WHAT IS BEING ASKED | Please set down every entry again exactly as it stands, without the pictures.

══ GIVEN INFORMATION

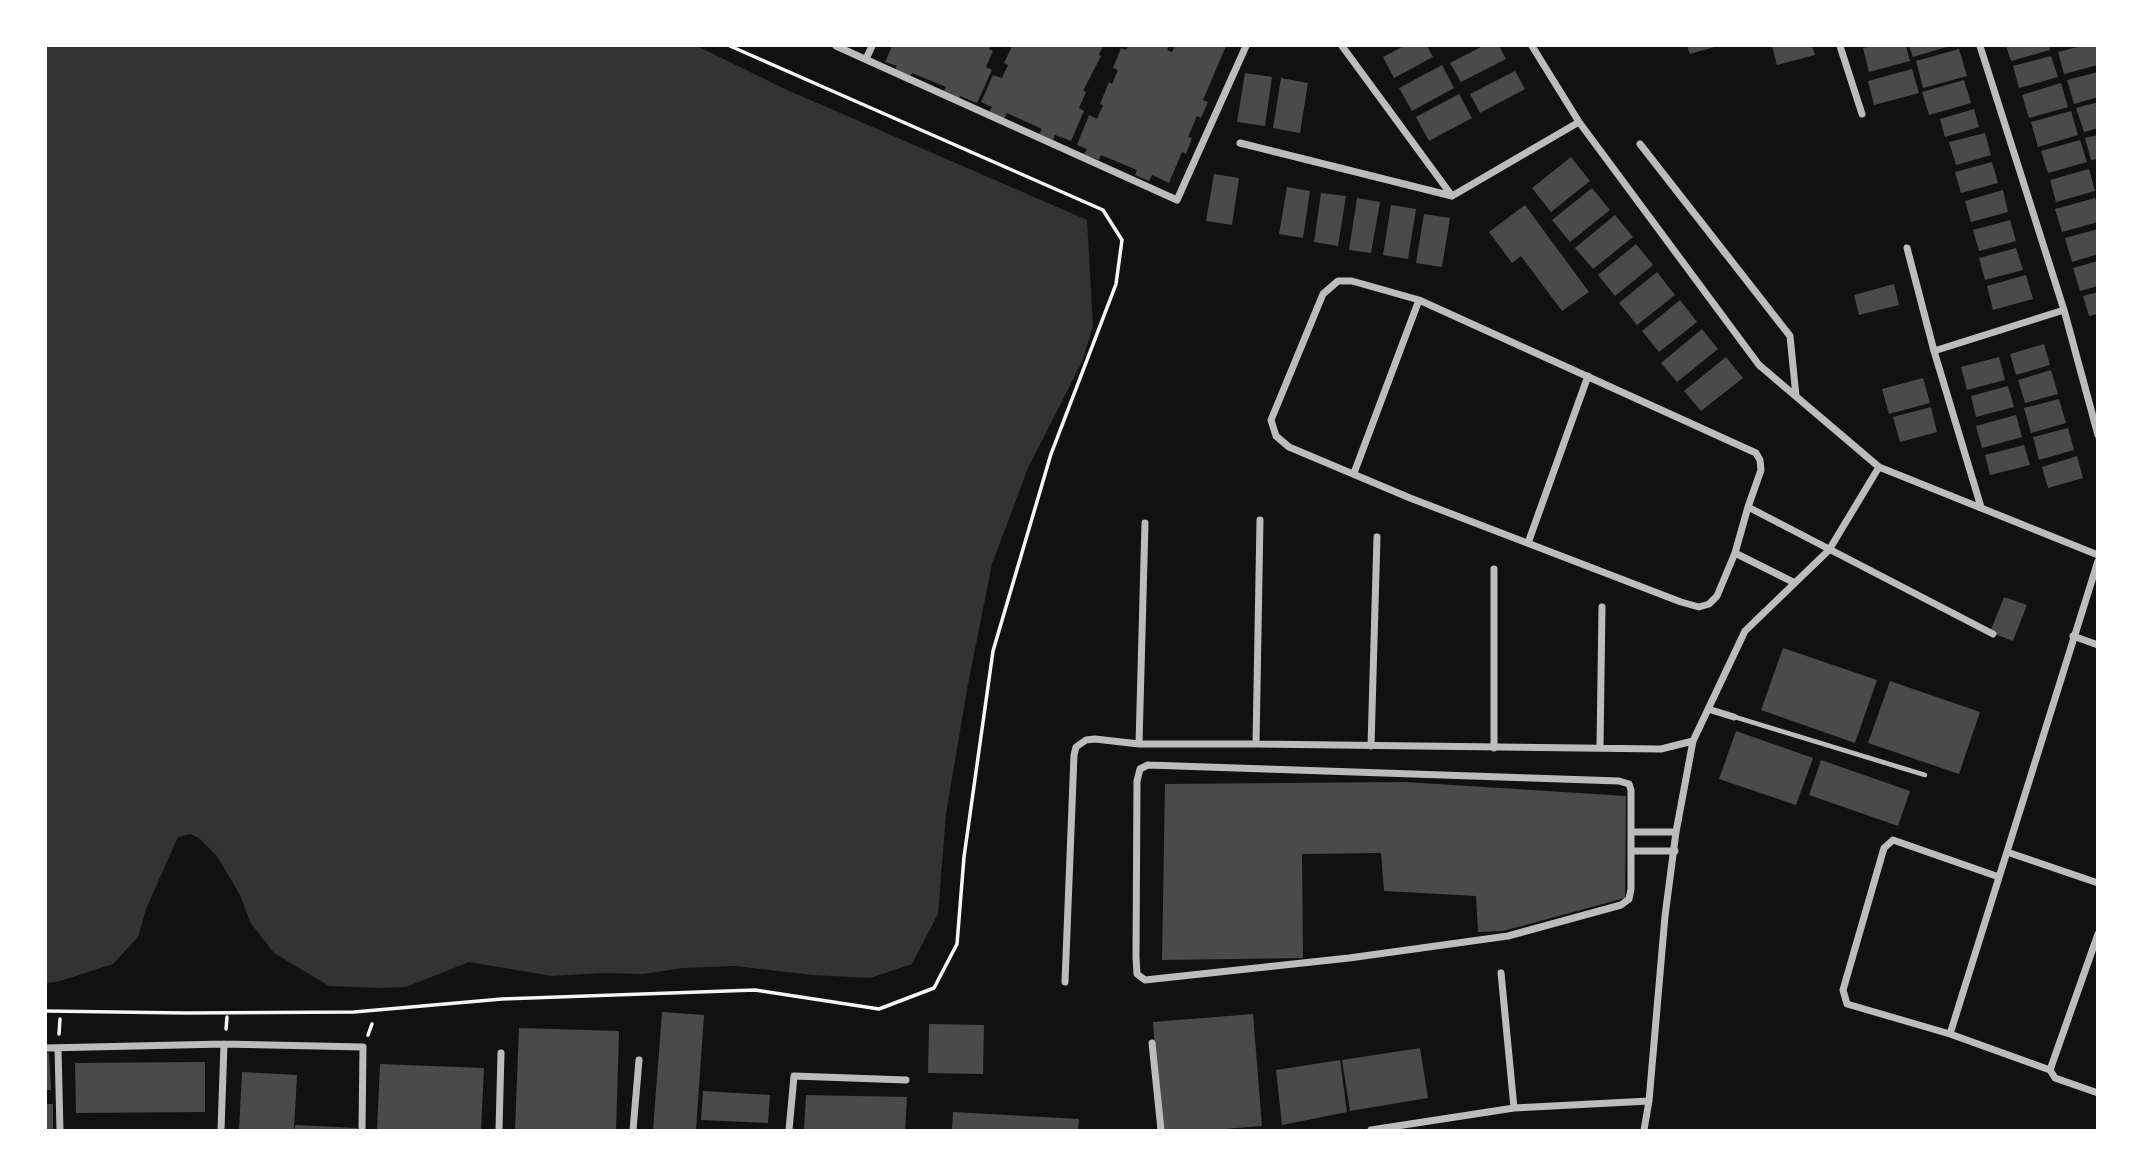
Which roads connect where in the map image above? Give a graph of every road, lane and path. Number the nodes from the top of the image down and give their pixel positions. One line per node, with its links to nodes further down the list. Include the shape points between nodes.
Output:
1 (730, 46): 58 (path, via 1103,209 1122,240 1116,284 1051,454 993,651 964,857 957,944 934,988 879,1009 755,990 502,999 354,1012)
2 (836, 46): 9 (street)
3 (872, 46): 9 (street)
4 (1246, 46): 9 (street, via 1177,200)
5 (1342, 46): 14 (street)
6 (1532, 46): 11 (street)
7 (1840, 46): 10 (street)
8 (1980, 46): 17 (street)
9 (866, 59)
10 (1862, 114)
11 (1579, 122): 14 (street); 20 (street, via 1759,365)
12 (1240, 144): 14 (street)
13 (1640, 145): 20 (street, via 1790,337)
14 (1452, 196)
15 (1907, 248): 18 (street)
16 (1419, 300): 19 (street); 23 (street); 23 (street, via 1352,281 1338,281 1329,287 1271,420 1276,436 1289,447)
17 (2064, 310): 18 (street); 21 (street)
18 (1934, 351): 25 (street)
19 (1588, 376): 24 (street, via 1756,453 1761,470); 29 (street)
20 (1796, 396): 22 (street)
21 (2098, 435)
22 (1879, 467): 25 (street); 30 (street)
23 (1354, 473): 29 (street)
24 (1748, 507): 30 (street); 31 (street)
25 (1981, 507): 32 (street)
26 (1259, 520): 43 (street)
27 (1145, 523): 42 (street)
28 (1377, 537): 44 (street)
29 (1528, 543): 31 (street, via 1699,607 1717,596)
30 (1829, 550): 34 (street); 36 (street)
31 (1735, 553): 34 (street)
32 (2098, 558): 37 (street)
33 (1494, 569): 46 (street)
34 (1795, 583): 39 (street, via 1745,631)
35 (1602, 607): 45 (street)
36 (1993, 634)
37 (2073, 636): 38 (street); 52 (street)
38 (2098, 645)
39 (1708, 709): 40 (street); 41 (street)
40 (1734, 717): 47 (lane)
41 (1693, 741): 45 (street, via 1661,749); 49 (street)
42 (1139, 744): 43 (street); 57 (street, via 1095,739 1076,747)
43 (1256, 744): 44 (street)
44 (1371, 746): 46 (street)
45 (1600, 747): 46 (street)
46 (1494, 748)
47 (1925, 775)
48 (1631, 832): 49 (street); 50 (street); 50 (street, via 1631,790 1629,784 1619,781 1148,765 1140,769 1138,781 1137,974 1145,980 1508,936 1621,905 1629,899 1631,889)
49 (1676, 832): 51 (street)
50 (1631, 851): 51 (street)
51 (1675, 851): 69 (street)
52 (2007, 852): 53 (street); 54 (street)
53 (1999, 877): 59 (street); 59 (street, via 1893,840 1884,848 1843,990 1847,1004)
54 (2098, 883)
55 (2098, 934): 66 (street)
56 (1501, 973): 70 (street)
57 (1065, 982)
58 (46, 1011)
59 (1951, 1034): 66 (street)
60 (1152, 1043): 77 (street)
61 (224, 1044): 63 (street); 72 (street); 73 (street, via 363,1047)
62 (46, 1048): 63 (street)
63 (58, 1048): 71 (street)
64 (501, 1053): 74 (street)
65 (639, 1060): 75 (street)
66 (2050, 1070): 68 (street, via 2054,1078)
67 (906, 1080): 76 (street, via 793,1076)
68 (2098, 1093)
69 (1649, 1101): 70 (street); 79 (street)
70 (1514, 1108): 78 (street)
71 (60, 1130)
72 (221, 1130)
73 (362, 1130)
74 (499, 1130)
75 (633, 1130)
76 (789, 1130)
77 (1161, 1130)
78 (1371, 1130)
79 (1644, 1130)

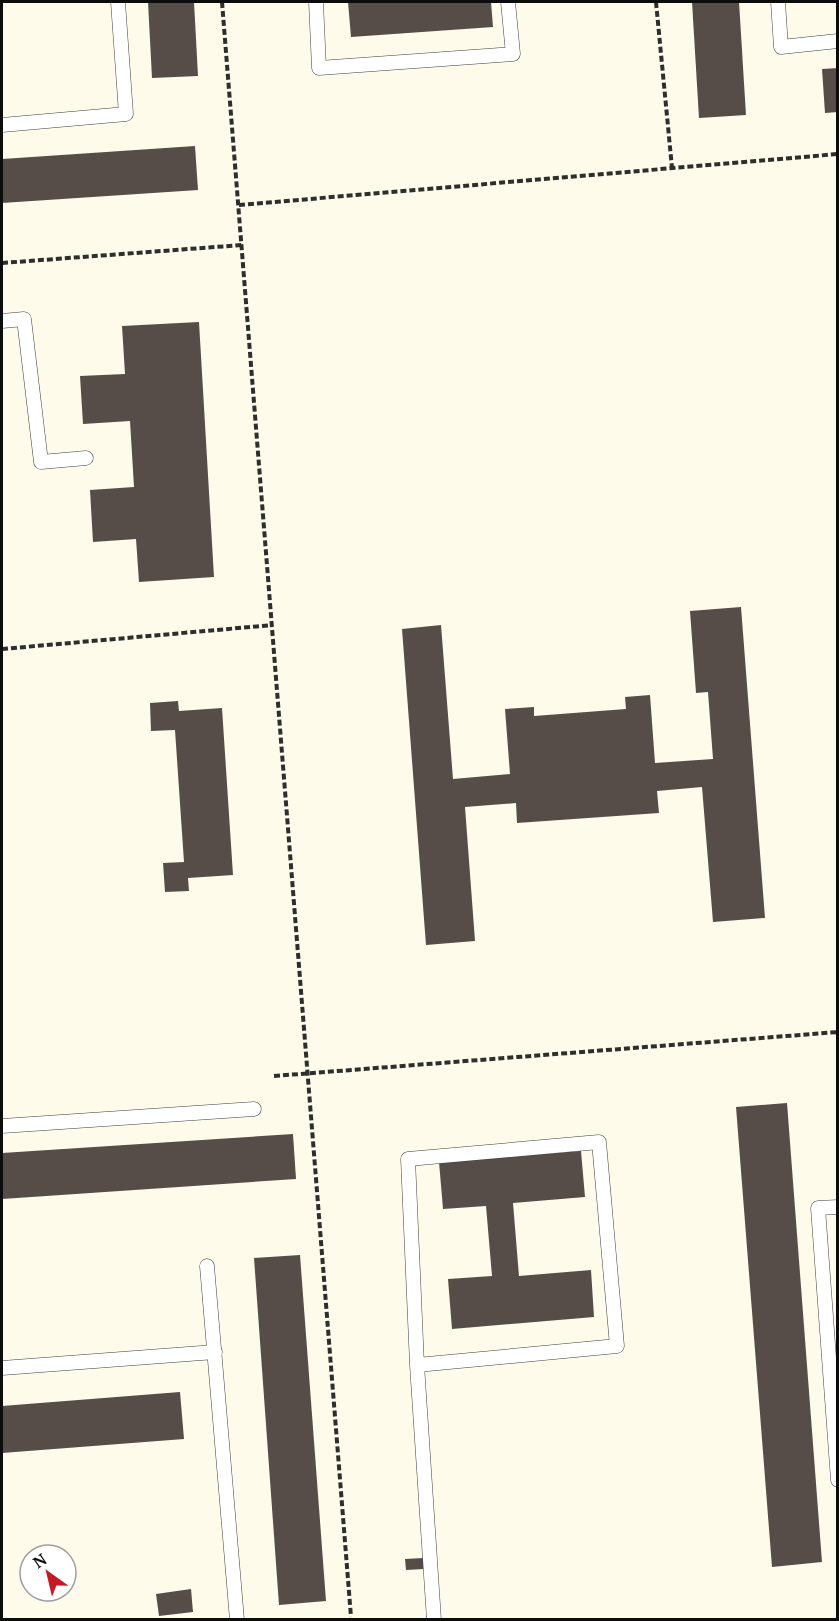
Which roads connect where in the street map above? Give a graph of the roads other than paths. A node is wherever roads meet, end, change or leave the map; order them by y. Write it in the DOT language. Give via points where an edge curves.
graph roads {
  1 [pos="118,2"];
  2 [pos="316,2"];
  3 [pos="508,2"];
  4 [pos="778,2"];
  5 [pos="837,41"];
  6 [pos="2,125"];
  7 [pos="2,321"];
  8 [pos="86,458"];
  9 [pos="254,1109"];
  10 [pos="2,1126"];
  11 [pos="837,1207"];
  12 [pos="207,1266"];
  13 [pos="215,1352"];
  14 [pos="417,1365"];
  15 [pos="2,1368"];
  16 [pos="837,1480"];
  17 [pos="237,1620"];
  18 [pos="434,1620"];
  1 -- 6 [label="lane" via="126,114"];
  2 -- 3 [label="lane" via="319,68 513,54"];
  4 -- 5 [label="lane" via="781,46"];
  7 -- 8 [label="lane" via="24,319 41,462"];
  9 -- 10 [label="lane"];
  11 -- 16 [label="lane" via="818,1208"];
  12 -- 13 [label="lane"];
  13 -- 15 [label="lane"];
  13 -- 17 [label="lane"];
  14 -- 14 [label="lane" via="617,1346 599,1143 408,1159"];
  14 -- 18 [label="lane"];
}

════

RESULT |
Which roads connect where in the map image above? Give a graph of every road, lane and path. Number the nodes from the top of the image down and give their pixel positions. One line per node, with its links to nodes further down the list. Include the shape points between nodes.
Output:
1 (730, 46): 58 (path, via 1103,209 1122,240 1116,284 1051,454 993,651 964,857 957,944 934,988 879,1009 755,990 502,999 354,1012)
2 (836, 46): 9 (street)
3 (872, 46): 9 (street)
4 (1246, 46): 9 (street, via 1177,200)
5 (1342, 46): 14 (street)
6 (1532, 46): 11 (street)
7 (1840, 46): 10 (street)
8 (1980, 46): 17 (street)
9 (866, 59)
10 (1862, 114)
11 (1579, 122): 14 (street); 20 (street, via 1759,365)
12 (1240, 144): 14 (street)
13 (1640, 145): 20 (street, via 1790,337)
14 (1452, 196)
15 (1907, 248): 18 (street)
16 (1419, 300): 19 (street); 23 (street); 23 (street, via 1352,281 1338,281 1329,287 1271,420 1276,436 1289,447)
17 (2064, 310): 18 (street); 21 (street)
18 (1934, 351): 25 (street)
19 (1588, 376): 24 (street, via 1756,453 1761,470); 29 (street)
20 (1796, 396): 22 (street)
21 (2098, 435)
22 (1879, 467): 25 (street); 30 (street)
23 (1354, 473): 29 (street)
24 (1748, 507): 30 (street); 31 (street)
25 (1981, 507): 32 (street)
26 (1259, 520): 43 (street)
27 (1145, 523): 42 (street)
28 (1377, 537): 44 (street)
29 (1528, 543): 31 (street, via 1699,607 1717,596)
30 (1829, 550): 34 (street); 36 (street)
31 (1735, 553): 34 (street)
32 (2098, 558): 37 (street)
33 (1494, 569): 46 (street)
34 (1795, 583): 39 (street, via 1745,631)
35 (1602, 607): 45 (street)
36 (1993, 634)
37 (2073, 636): 38 (street); 52 (street)
38 (2098, 645)
39 (1708, 709): 40 (street); 41 (street)
40 (1734, 717): 47 (lane)
41 (1693, 741): 45 (street, via 1661,749); 49 (street)
42 (1139, 744): 43 (street); 57 (street, via 1095,739 1076,747)
43 (1256, 744): 44 (street)
44 (1371, 746): 46 (street)
45 (1600, 747): 46 (street)
46 (1494, 748)
47 (1925, 775)
48 (1631, 832): 49 (street); 50 (street); 50 (street, via 1631,790 1629,784 1619,781 1148,765 1140,769 1138,781 1137,974 1145,980 1508,936 1621,905 1629,899 1631,889)
49 (1676, 832): 51 (street)
50 (1631, 851): 51 (street)
51 (1675, 851): 69 (street)
52 (2007, 852): 53 (street); 54 (street)
53 (1999, 877): 59 (street); 59 (street, via 1893,840 1884,848 1843,990 1847,1004)
54 (2098, 883)
55 (2098, 934): 66 (street)
56 (1501, 973): 70 (street)
57 (1065, 982)
58 (46, 1011)
59 (1951, 1034): 66 (street)
60 (1152, 1043): 77 (street)
61 (224, 1044): 63 (street); 72 (street); 73 (street, via 363,1047)
62 (46, 1048): 63 (street)
63 (58, 1048): 71 (street)
64 (501, 1053): 74 (street)
65 (639, 1060): 75 (street)
66 (2050, 1070): 68 (street, via 2054,1078)
67 (906, 1080): 76 (street, via 793,1076)
68 (2098, 1093)
69 (1649, 1101): 70 (street); 79 (street)
70 (1514, 1108): 78 (street)
71 (60, 1130)
72 (221, 1130)
73 (362, 1130)
74 (499, 1130)
75 (633, 1130)
76 (789, 1130)
77 (1161, 1130)
78 (1371, 1130)
79 (1644, 1130)

Which roads connect where in the street map above? Give a graph of the roads other than paths. A node is wherever roads meet, end, change or leave the map; order them by y. Write it in the DOT language. Give via points where an edge curves.
graph roads {
  1 [pos="118,2"];
  2 [pos="316,2"];
  3 [pos="508,2"];
  4 [pos="778,2"];
  5 [pos="837,41"];
  6 [pos="2,125"];
  7 [pos="2,321"];
  8 [pos="86,458"];
  9 [pos="254,1109"];
  10 [pos="2,1126"];
  11 [pos="837,1207"];
  12 [pos="207,1266"];
  13 [pos="215,1352"];
  14 [pos="417,1365"];
  15 [pos="2,1368"];
  16 [pos="837,1480"];
  17 [pos="237,1620"];
  18 [pos="434,1620"];
  1 -- 6 [label="lane" via="126,114"];
  2 -- 3 [label="lane" via="319,68 513,54"];
  4 -- 5 [label="lane" via="781,46"];
  7 -- 8 [label="lane" via="24,319 41,462"];
  9 -- 10 [label="lane"];
  11 -- 16 [label="lane" via="818,1208"];
  12 -- 13 [label="lane"];
  13 -- 15 [label="lane"];
  13 -- 17 [label="lane"];
  14 -- 14 [label="lane" via="617,1346 599,1143 408,1159"];
  14 -- 18 [label="lane"];
}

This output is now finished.